Deux jours de suite un ouvrage des éditions Séguier ? Y aurait-il de la connivence dans l'air ? Un envoi aimable et groupé ? Un partenariat juteux ? Pas du tout, pas de mauvais esprit s'il vous plaît ! Ces deux livres, je les a achetés chez mon libraire ! Si c'est la curiosité qui a poussé l'achat du Bettina Ballard, chroniqué hier, c'est en me rendant sur le site de l'éditeur que mon oeil a été attiré par cette publication un peu décalée au milieu de leur catalogue. Ce matin, dès l'aube, c'est à dire 10 heures, il ne faut pas pousser, je suis en vacances ... j'ai réussi à trouver chez mon libraire ( qui lui non plus n'ouvre pas boutique au lever du soleil !) l'ouvrage que je me suis empressé de lire. Verdict : c'est un coup de coeur énorme !
Gabriela Manzoni ( dont une recherche sur le net, proche de l'idôlatrie, m'a fait découvrir un compte Facebook où elle publie tous ses retournements ) n'est ni auteure, ni dessinatrice, simplement elle détourne des vignettes de comics gnangnans des années 50 par amusement. Au premier abord, cette sympathique activité, pas réellement originale, attire par sa promesse de passer un petit moment drôle et récréatif.
Drôle, ça l'est assurément ! La collusion entre ces nouvelles répliques totalement décalées et ces images figées, stéréotypées, qui dans leur version originale plongeaient dans la mièvrerie sentimentale, réjouit sans limite. Mais où la surprise fut de taille, c'est que cette accumulation de textes cyniques, mordants, philosophico/cruels, fait apparaître la pensée d'une auteure qui vise fort et juste.

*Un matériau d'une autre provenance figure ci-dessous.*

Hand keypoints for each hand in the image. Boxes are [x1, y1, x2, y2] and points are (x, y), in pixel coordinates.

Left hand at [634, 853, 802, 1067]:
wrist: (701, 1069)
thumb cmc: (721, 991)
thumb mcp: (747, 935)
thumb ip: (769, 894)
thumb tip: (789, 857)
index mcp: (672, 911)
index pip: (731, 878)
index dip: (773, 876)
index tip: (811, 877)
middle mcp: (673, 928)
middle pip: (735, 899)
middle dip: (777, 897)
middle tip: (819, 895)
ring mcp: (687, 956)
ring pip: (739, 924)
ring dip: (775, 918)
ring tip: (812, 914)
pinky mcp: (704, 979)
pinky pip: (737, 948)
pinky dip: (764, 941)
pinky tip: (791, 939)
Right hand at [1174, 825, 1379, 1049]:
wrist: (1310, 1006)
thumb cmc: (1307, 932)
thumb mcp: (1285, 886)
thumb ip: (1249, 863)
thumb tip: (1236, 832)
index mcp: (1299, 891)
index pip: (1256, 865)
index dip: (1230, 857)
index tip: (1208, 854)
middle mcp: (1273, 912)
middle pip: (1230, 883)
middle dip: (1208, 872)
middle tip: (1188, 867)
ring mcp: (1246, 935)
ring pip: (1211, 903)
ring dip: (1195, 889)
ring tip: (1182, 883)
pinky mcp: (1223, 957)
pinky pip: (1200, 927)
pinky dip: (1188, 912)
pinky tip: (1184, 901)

Complètement en phase avec la société actuelle, malaxant l'actualité la plus récente ( la suspicion terroriste évoquée dans une pastille hilarante et glaçante à la fois), se moquant de tous nos travers contemporains, Gabriela Manzoni déroule un humour décapant, portant un regard acide sur toutes nos faiblesses, nos compromis dans un monde qu'elle perçoit de moins en moins capable de penser. Rien n'échappe à sa sagacité. L'avortement, le suicide, Facebook, la famille, l'amour, la construction du soi commercial, passent dans son broyeur à empêcher de tourner en rond .
Je ne résiste au plaisir de citer deux vignettes, prises au hasard, mais hélas sans les images qui accentuent le percutant des nouveaux textes :
Un bellâtre, cigarette en main, déclare :
" On ne comprendra rien à la société marchande si on ne voit pas qu'elle vise avant tout à détruire toute forme de vie intérieure."

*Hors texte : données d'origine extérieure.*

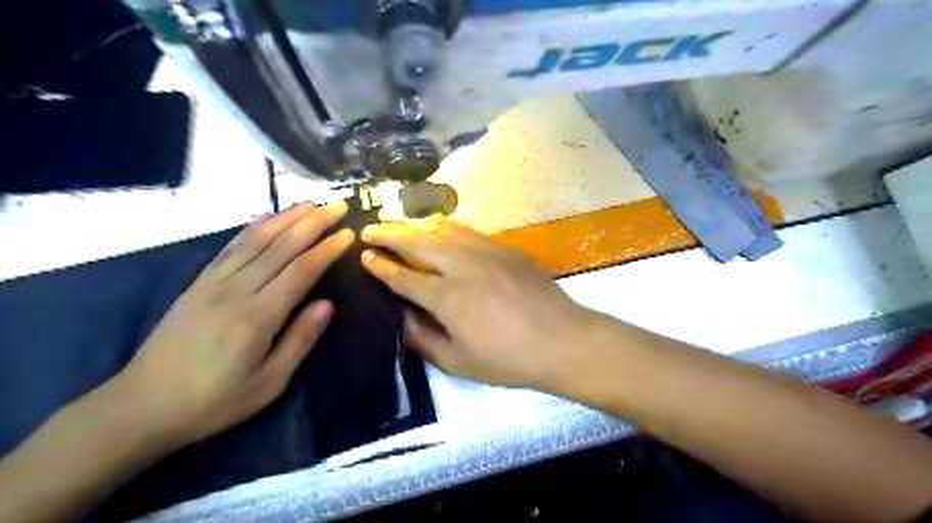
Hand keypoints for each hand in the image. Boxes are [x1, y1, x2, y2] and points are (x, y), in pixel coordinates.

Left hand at [107, 201, 356, 449]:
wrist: (142, 406)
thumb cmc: (214, 401)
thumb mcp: (269, 383)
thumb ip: (300, 340)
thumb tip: (327, 304)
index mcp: (258, 317)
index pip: (301, 271)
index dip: (327, 249)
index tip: (348, 233)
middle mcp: (236, 291)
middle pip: (281, 246)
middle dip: (312, 222)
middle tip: (337, 205)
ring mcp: (213, 283)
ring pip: (255, 240)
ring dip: (285, 218)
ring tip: (310, 203)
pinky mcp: (198, 284)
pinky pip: (231, 247)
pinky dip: (253, 228)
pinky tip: (267, 219)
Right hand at [360, 215, 592, 388]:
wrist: (561, 340)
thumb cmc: (508, 359)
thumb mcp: (458, 362)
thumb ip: (423, 339)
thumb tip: (401, 317)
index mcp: (447, 297)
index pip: (404, 276)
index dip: (381, 266)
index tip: (364, 255)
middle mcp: (462, 266)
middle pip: (418, 241)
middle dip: (390, 232)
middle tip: (369, 227)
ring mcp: (485, 252)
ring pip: (442, 228)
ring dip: (416, 223)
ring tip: (397, 219)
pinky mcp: (505, 249)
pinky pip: (467, 231)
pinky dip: (445, 227)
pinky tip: (439, 228)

Ou, plus loin, une belle blonde inexpressive se laisse murmurer à l'oreille par un fiancé tout aussi fade :
"Je suis contre l'avortement... Tuer un être humain avant sa naissance ? Quelle impatience ! "
Sur la couverture, une petite pastille genre " article en promo" nous avertit : " 200 pages de mauvais esprit...et du bon !" Pour une fois ce n'est nullement trompeur !
Certains ont pu trouver que pour un petit format genre manga ( avec un plus beau papier tout de même !), cette publication n'avait qu'un seul défaut : son prix ( 12,90 euros) ! Je rétorquerai de façon banale que la qualité a un prix et qu'à ce tarif, ce n'est pas du tout prohibitif, en faisant même pou moi, le cadeau idéal à apporter lors d'un de mes futurs dîner en ville. Moins onéreux qu'un bouquet de fleurs qui fanera sans laisser la moindre trace dans les cerveaux ou qu'une soi-disant bonne bouteille de vin qui de toutes les façons ne plaira pas à tout le monde , "Comics retournés", qui allie pensée décapante et humour ravageur, est le cadeau idéal pour permettre à nos amis et à notre entourage de rester vivant et en alerte. Je dirai même plus : INDISPENSABLE pour lutter contre la médiocrité ambiante.